The records
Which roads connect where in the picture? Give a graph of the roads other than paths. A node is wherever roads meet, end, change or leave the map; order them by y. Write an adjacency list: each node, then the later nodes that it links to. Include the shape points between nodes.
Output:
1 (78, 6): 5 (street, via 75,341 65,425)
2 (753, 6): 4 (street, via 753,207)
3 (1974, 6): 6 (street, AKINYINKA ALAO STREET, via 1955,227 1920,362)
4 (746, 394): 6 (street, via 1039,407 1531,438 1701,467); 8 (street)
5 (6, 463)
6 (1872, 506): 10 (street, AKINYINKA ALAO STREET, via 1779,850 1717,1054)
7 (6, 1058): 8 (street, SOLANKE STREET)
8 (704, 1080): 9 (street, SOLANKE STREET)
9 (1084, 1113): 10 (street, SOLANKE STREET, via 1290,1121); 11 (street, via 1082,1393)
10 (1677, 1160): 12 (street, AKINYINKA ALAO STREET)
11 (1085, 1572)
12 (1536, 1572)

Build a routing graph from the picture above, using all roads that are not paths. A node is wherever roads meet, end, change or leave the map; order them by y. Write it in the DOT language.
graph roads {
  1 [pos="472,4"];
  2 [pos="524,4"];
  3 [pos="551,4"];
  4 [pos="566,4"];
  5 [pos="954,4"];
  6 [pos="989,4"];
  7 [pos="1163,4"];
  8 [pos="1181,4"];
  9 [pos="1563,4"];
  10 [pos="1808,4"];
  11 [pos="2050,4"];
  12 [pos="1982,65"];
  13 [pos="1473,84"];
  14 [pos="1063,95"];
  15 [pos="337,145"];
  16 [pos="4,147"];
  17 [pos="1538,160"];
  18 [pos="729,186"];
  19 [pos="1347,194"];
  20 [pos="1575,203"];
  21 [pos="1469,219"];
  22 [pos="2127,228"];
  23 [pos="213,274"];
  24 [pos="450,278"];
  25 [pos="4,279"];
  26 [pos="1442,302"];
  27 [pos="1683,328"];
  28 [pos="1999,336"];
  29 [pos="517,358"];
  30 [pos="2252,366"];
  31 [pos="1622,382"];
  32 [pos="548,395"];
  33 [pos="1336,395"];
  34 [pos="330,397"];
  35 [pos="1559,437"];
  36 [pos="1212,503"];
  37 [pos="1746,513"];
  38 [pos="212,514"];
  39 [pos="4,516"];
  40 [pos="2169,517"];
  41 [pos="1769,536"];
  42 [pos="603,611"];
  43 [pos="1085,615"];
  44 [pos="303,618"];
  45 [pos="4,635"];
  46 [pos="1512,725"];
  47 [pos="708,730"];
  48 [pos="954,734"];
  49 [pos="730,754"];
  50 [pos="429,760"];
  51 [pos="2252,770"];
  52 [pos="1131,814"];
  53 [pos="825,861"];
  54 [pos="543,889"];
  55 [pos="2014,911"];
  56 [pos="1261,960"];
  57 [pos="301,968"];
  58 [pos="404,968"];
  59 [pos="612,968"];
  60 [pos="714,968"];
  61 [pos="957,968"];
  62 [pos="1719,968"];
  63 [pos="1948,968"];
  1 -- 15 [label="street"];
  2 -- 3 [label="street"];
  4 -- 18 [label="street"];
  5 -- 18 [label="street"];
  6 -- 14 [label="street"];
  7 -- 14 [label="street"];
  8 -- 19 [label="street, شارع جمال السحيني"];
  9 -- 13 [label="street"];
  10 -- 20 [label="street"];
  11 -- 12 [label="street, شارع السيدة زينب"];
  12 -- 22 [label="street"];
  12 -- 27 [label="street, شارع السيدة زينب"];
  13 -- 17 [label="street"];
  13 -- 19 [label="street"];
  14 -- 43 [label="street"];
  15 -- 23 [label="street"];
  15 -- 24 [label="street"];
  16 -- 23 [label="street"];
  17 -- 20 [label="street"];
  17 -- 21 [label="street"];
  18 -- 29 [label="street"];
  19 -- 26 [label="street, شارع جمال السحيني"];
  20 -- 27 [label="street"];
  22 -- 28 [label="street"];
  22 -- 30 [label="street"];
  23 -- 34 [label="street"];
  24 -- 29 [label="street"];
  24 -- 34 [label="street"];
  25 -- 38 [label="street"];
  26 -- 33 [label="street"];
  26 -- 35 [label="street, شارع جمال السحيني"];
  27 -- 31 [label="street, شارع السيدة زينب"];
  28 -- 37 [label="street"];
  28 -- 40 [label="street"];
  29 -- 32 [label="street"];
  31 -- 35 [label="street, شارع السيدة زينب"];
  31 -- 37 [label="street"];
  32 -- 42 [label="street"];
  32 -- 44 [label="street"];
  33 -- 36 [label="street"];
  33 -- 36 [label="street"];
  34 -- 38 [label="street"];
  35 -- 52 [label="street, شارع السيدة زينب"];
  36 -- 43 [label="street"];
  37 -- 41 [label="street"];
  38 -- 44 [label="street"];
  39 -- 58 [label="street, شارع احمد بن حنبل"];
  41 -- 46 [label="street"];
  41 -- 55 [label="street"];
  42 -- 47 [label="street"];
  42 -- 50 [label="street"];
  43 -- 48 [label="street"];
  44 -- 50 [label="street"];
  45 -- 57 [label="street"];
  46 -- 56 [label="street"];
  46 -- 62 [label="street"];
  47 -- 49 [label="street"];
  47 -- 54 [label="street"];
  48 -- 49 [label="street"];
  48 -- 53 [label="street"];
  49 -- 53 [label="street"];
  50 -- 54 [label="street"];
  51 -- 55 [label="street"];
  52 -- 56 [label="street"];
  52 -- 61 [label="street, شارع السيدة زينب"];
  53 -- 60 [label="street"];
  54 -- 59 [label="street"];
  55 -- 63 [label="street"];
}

Required action
Work out how many lines of the records contain the word "زينب", and give only that number.

Task solution
6